Figure 2.

Effect of anti-SeqA antibody. (a) Anti-SeqA immunoblot analysis was performed on samples of cell extract (CE), membrane (M), fraction A (A), and fraction B (B). The amount of each sample applied to the gel corresponded to the amount of cell extract applied to the first lane to permit recoveries in each fraction to be estimated directly from the intensities of the SeqA bands. The arrow indicates the position of purified SeqA that was run on the same gel and stained with Coomassie brilliant blue. The band in the upper portion of the gel represents a cross-reacting component present in cell envelope preparations.

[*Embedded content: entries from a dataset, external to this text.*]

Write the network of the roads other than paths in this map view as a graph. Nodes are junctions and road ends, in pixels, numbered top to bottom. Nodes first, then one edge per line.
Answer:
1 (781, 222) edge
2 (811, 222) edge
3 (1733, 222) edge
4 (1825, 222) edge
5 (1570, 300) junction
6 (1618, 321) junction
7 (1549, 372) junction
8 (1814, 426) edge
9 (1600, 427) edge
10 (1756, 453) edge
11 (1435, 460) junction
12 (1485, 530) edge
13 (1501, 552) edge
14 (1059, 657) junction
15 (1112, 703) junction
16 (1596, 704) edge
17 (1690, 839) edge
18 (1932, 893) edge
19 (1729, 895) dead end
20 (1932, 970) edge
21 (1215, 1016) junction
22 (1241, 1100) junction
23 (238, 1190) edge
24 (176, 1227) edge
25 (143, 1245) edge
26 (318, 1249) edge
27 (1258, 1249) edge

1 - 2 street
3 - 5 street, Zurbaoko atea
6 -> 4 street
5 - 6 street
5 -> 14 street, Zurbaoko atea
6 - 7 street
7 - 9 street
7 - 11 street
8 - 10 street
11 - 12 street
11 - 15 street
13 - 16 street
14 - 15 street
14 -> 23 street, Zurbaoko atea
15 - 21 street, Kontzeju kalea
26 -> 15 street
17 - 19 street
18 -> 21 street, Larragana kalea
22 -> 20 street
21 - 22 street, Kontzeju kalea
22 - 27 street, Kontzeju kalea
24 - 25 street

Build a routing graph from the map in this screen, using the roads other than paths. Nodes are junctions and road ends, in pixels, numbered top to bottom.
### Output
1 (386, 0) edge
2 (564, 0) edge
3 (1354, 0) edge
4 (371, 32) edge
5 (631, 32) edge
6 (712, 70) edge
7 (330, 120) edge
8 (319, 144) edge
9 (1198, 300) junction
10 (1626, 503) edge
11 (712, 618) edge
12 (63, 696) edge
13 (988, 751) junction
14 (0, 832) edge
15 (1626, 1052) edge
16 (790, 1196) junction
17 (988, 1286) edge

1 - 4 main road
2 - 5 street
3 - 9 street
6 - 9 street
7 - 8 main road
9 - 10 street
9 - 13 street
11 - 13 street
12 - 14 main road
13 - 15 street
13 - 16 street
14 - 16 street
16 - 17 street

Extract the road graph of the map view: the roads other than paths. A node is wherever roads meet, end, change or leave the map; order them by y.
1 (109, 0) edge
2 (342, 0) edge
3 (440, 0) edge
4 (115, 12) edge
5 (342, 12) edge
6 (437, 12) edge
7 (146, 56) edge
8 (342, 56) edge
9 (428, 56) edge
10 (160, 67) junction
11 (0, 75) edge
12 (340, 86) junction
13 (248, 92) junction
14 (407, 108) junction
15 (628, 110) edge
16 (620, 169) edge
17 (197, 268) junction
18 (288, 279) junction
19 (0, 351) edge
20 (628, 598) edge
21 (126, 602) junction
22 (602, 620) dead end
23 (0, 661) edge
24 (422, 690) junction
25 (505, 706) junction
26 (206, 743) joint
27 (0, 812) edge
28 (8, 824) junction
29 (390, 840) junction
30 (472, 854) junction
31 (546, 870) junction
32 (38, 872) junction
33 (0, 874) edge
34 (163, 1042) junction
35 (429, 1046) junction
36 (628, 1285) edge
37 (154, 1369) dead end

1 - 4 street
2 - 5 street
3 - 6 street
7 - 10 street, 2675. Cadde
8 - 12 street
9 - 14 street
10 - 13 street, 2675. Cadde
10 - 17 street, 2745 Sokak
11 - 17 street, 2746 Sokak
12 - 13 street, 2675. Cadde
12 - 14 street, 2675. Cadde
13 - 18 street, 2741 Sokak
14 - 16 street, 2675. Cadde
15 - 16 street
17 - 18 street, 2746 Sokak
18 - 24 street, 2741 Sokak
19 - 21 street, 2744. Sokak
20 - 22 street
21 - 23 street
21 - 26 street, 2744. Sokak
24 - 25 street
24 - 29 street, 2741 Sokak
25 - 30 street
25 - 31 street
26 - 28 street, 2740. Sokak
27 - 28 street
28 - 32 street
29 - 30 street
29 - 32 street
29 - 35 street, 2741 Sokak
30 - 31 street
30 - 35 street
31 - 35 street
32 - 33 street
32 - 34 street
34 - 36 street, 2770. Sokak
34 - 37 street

The positions of molecular mass standards, expressed in kDa, are indicated on the left. (b and c) Gel retardation assays were performed on the KSCN extract (8 ng/μl, lanes a–c) or on a mixture of fraction A (Fx A, corresponding to 3 ng/μl of KSCN extract) and fraction B (Fx B, corresponding to 12 ng/μl of KSCN extract) (lanes d–h). Anti-SeqA antibody (lanes c, g, and h) or normal rabbit serum (lanes b, e, and f) was added to the sample to be assayed, in the assay buffer, and allowed to stand for 30 min at 4°C before being added to the assay mixture. Antisera were present at dilutions of 1:10 (lanes e and g) or 1:20 (lanes b, f, and h).